El proceso de paz en Colombia
Dicen que la experiencia es la mejor consejera pero esta máxima no se aplica en Colombia a asuntos tan cruciales como la tormenta que nos flagela desde hace más de medio siglo.
Tenemos la insurgencia armada de trayectoria más prolongada de Latinoamérica con la infinita carga de dolor que esto significa para un pueblo descoyuntado hasta las vísceras, y portamos también los más largos procesos de paz de la región, todos planificados infructuosamente desde los años ochenta por los gobiernos de Belisario Betancourt, Virgilio Barco y Andrés Pastrana.
A fuerza de gotear sin esperanza, el campo colombiano se convirtió en una caravana arrasada de raíz. Y lo que es peor: el habitante de la ciudad se acostumbró a escuchar las increíbles historias de desarraigo de alma y cuerpo de sus hermanos campesinos. La sociedad, sin pizca de vergüenza, se alió con las pandillas armadas y la dirigencia pervertida, en un silencio cómplice, hipócrita e indiferente.
Son incontables las crónicas de horror, los episodios de irrespeto, la refinación de la tortura, la crueldad y la sevicia aplicados en la misma medida por esas hordas llamadas de derecha o de izquierda contra el sector más indefenso de la sociedad colombiana.
El arrebatón de tierras se degradó cada vez más con la presencia del más insaciable de los terratenientes: el narcotráfico. En este síndrome medieval de terratenientes y terrazgueros que nos identifica en todos los campos, calzó a la perfección esta nueva manera de asestar la puñalada mientras se extiende la mano.
Por lo tanto, es asunto de vida o muerte tratar de llegar a una conciliación, plausibles los intentos al respecto de algunos de nuestros gobernantes e imperioso el propósito concebido en este sentido por Juan Manuel Santos y su equipo negociador. Todos deberíamos apostar sin mezquindades al éxito de este proyecto que de salir airoso, nos haría colombianos de esperanza y sobre todo de derechos.
Lamentablemente, existen en Colombia voces con auditorio que intentan entorpecerlo mediante presagios infundados y negaciones apátridas. Ya Uribe, durante sus ocho años de experimentos fallidos, trató de someter a la guerrilla por la fuerza y hoy pretende, paroxístico y obnubilado, arrasar todo lo que huela al Santos propositivo o en acción.

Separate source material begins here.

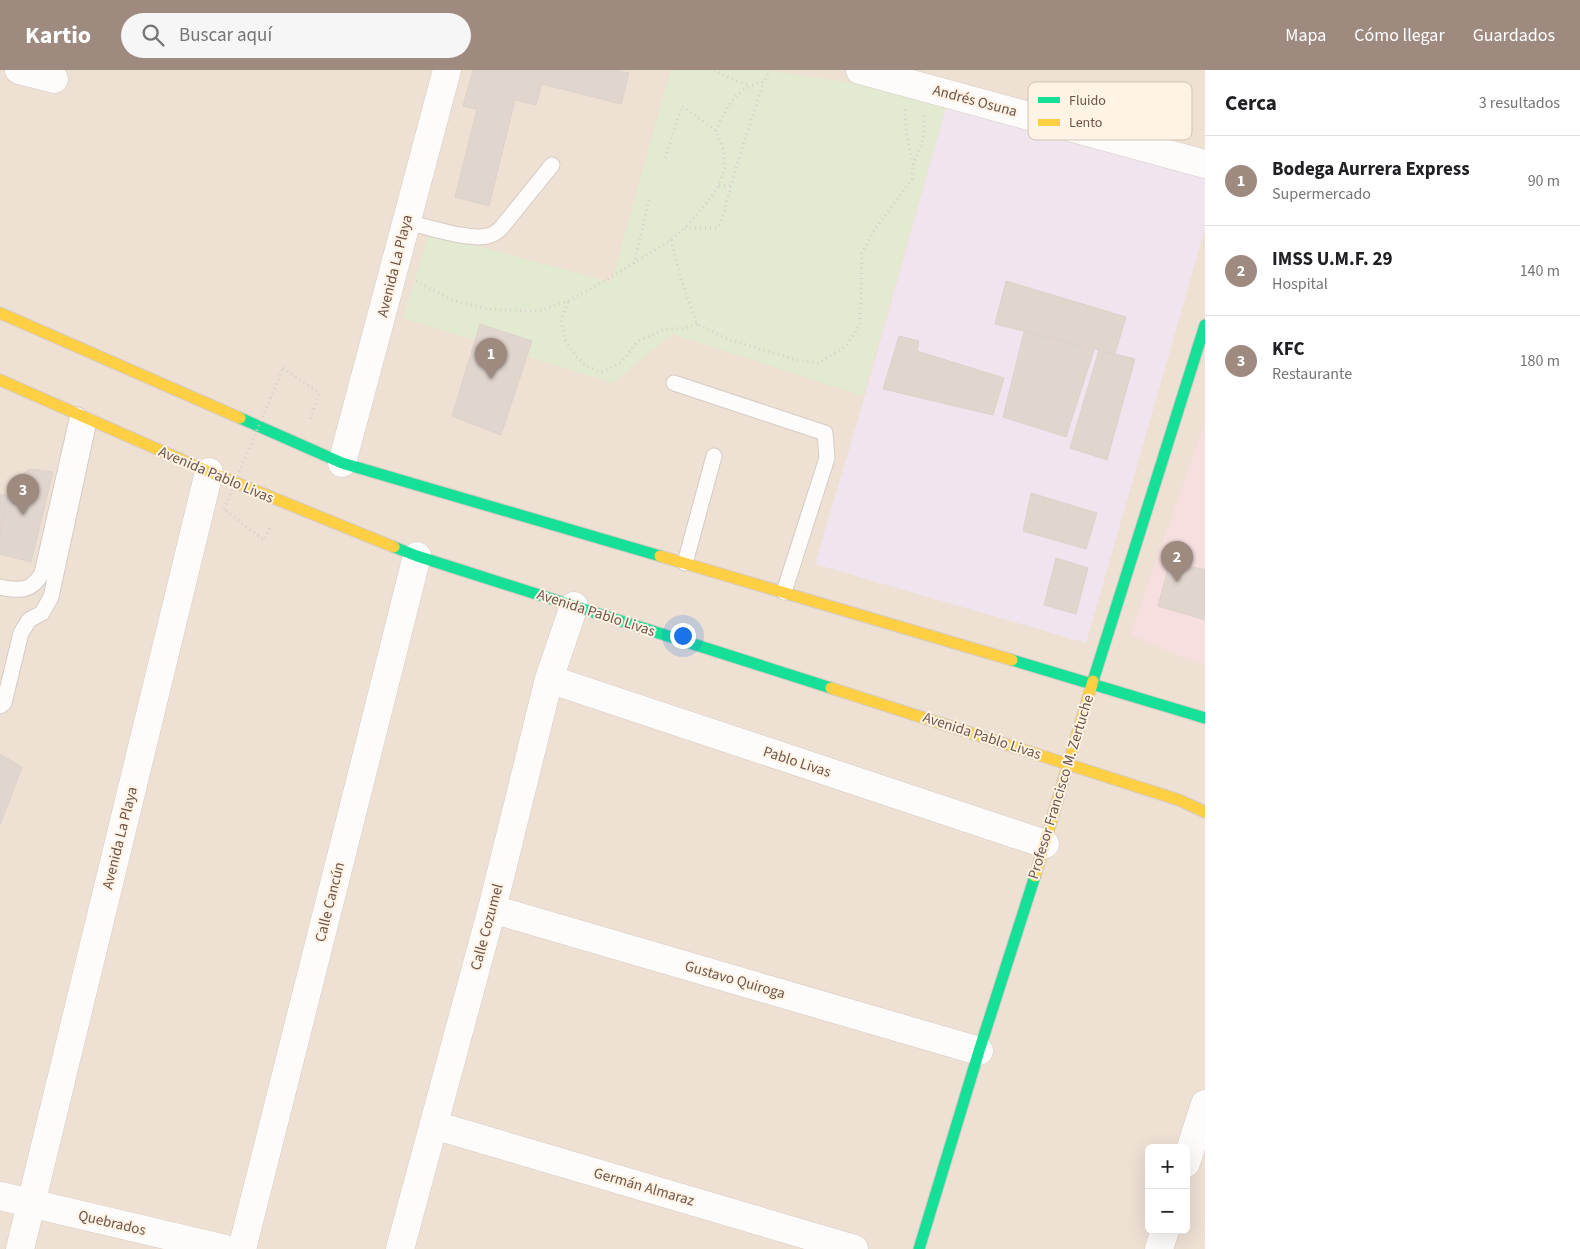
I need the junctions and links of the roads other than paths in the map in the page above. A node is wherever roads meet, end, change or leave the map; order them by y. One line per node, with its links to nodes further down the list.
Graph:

No se trata de reconocer al presidente virtudes imaginarias ni de reivindicar las fallas existentes en su ejecutoria dinástica y arrogante. Lo que está en juego es el presente y sobre todo el futuro del país. Ya es hora de deponer las armas que tanto daño han hecho a lo largo de un accionar torpe hasta lo increíble y oportunista hasta el exceso.